The newly introduced multi-service comparison capability builds on this foundation. In scenarios common to live sport and premium broadcast – where the same service may be delivered via multiple, genuinely independent paths for resilience – those paths inevitably arrive with different timing characteristics. With the VB440, users can now place multiple incoming services onto a shared timeline within the sync client, visually stacking and comparing them against a chosen reference. Engineers can instantly see frame-accurate offsets between flows, and use this information to adjust delays accordingly, ensuring that switching between sources can happen without interruption.

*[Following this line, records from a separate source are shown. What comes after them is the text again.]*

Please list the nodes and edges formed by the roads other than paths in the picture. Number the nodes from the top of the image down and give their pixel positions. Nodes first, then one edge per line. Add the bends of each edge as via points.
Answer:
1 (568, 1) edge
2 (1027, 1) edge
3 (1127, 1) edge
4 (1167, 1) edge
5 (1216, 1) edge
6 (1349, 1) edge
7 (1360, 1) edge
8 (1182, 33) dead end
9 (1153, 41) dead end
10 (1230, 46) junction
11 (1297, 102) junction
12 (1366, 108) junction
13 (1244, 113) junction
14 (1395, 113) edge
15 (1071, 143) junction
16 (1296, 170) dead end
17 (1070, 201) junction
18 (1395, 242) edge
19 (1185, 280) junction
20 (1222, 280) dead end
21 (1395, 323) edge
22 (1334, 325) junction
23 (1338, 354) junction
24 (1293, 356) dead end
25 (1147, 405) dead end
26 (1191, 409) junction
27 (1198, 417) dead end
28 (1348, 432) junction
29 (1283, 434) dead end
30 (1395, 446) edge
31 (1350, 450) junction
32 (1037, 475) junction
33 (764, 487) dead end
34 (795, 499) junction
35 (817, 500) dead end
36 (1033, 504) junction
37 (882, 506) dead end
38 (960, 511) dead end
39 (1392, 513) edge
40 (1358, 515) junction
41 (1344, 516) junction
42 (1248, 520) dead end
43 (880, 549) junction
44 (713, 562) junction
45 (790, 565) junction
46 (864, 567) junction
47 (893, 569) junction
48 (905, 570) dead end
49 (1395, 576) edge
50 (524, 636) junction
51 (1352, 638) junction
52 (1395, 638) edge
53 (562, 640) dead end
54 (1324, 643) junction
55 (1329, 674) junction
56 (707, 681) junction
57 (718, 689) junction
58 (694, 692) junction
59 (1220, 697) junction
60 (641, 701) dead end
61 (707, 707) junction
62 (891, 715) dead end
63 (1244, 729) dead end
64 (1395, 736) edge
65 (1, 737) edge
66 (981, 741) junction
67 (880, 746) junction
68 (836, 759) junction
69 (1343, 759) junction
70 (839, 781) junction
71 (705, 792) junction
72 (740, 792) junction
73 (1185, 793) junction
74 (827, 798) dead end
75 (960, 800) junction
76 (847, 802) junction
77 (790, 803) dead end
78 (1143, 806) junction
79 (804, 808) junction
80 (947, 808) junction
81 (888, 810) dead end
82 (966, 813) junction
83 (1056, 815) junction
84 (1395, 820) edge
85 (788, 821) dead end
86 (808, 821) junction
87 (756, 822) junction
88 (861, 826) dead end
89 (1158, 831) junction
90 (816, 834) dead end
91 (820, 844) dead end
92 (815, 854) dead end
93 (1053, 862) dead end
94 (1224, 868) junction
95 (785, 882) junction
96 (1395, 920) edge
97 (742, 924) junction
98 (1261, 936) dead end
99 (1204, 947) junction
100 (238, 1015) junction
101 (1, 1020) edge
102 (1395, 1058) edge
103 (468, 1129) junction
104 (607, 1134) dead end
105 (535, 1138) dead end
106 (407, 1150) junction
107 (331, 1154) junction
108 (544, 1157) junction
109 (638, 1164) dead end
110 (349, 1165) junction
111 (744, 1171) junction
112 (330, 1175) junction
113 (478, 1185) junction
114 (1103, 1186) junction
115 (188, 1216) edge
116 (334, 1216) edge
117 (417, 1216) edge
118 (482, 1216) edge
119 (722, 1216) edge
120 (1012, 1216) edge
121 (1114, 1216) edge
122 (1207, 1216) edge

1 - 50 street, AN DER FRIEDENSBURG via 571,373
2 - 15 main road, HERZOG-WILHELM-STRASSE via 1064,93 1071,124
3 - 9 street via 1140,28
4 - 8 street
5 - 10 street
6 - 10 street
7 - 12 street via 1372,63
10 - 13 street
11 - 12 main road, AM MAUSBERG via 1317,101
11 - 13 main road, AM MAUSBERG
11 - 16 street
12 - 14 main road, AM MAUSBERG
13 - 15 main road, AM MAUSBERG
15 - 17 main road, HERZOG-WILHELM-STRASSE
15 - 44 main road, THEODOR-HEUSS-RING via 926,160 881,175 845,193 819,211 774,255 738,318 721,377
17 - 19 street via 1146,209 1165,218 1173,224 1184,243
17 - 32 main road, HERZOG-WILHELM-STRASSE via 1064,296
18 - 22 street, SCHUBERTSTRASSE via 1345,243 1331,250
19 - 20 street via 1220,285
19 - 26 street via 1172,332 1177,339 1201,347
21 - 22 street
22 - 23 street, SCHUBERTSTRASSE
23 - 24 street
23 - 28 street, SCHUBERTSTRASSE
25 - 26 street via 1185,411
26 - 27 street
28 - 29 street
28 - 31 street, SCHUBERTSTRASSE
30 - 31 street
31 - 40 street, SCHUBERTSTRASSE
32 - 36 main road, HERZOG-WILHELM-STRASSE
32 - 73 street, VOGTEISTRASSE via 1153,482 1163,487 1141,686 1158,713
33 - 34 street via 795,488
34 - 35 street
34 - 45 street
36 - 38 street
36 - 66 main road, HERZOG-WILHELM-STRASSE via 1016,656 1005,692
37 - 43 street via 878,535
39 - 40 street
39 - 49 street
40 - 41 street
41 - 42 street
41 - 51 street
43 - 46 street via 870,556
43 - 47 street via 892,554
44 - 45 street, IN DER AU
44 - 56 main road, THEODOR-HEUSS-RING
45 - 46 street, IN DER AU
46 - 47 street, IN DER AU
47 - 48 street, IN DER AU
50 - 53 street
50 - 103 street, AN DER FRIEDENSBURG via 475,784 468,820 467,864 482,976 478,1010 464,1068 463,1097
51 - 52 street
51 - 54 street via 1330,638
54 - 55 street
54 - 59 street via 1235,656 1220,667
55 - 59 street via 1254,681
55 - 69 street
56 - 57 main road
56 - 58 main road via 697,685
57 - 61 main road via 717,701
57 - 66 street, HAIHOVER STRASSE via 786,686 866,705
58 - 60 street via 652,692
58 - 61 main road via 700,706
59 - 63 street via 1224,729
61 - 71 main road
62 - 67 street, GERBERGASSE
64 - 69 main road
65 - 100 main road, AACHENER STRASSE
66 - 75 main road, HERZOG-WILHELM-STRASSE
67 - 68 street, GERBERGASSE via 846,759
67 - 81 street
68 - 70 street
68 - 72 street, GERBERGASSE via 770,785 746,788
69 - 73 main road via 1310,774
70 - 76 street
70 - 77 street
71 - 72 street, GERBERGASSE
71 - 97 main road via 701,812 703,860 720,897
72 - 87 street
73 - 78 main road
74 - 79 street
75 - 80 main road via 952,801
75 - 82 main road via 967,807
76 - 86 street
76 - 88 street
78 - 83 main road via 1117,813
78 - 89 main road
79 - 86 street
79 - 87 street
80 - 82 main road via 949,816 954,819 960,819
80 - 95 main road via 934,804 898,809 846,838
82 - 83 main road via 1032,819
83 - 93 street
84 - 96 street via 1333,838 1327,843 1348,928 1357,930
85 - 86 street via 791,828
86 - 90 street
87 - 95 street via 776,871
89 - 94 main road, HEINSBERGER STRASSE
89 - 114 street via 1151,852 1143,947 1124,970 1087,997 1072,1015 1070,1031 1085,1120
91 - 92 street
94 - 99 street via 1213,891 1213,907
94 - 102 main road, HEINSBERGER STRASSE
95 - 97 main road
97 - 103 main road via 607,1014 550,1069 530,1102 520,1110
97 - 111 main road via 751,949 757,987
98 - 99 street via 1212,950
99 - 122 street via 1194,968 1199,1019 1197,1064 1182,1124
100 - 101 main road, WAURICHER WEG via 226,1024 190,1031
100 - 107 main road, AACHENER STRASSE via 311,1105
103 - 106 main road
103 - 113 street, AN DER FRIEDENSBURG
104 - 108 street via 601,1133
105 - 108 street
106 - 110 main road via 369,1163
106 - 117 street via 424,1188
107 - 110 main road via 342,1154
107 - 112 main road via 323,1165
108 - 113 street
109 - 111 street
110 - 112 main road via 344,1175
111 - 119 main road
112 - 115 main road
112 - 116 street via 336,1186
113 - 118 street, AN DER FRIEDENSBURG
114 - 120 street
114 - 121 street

As with all of the VB440, the UI has been designed to facilitate in-the-moment decision making with a seamless, smooth workflow: new services can be added to the timeline with the click of a button, where they are stacked in a highly intuitive workspace so that engineers can undertake even complex multi-path alignment quickly and easily. The addition of APIs also means that users can develop further automation tools to perform alignment, drawing frame-accurate data from the probe to facilitate other sync-related processes.

 

Commenting on the development, Bridge Technologies Chairman Simen K. Frostad said: “Multiple transport methods carrying the same service is a practical reality in modern IP production, particularly when expenditure and resilience are both priorities. What matters is not eliminating that reality, but giving engineers the tools to manage it precisely and predictably, so that there is no compromise to end delivery”.

 

He continued: “This development is yet another example of our commitment to building the most comprehensive multifunctional production probe on the market. In the VB440 we bring together an ever-increasing range of functions and capabilities within a single platform, all designed to represent best-in-class examples of their type. By consolidating what were once multiple standalone tools for audio, video and engineering into one browser-accessible system, the VB440 reduces the cost, space, energy use, and operational complexity associated with maintaining disparate single-function appliances, along with their screens and cabling”.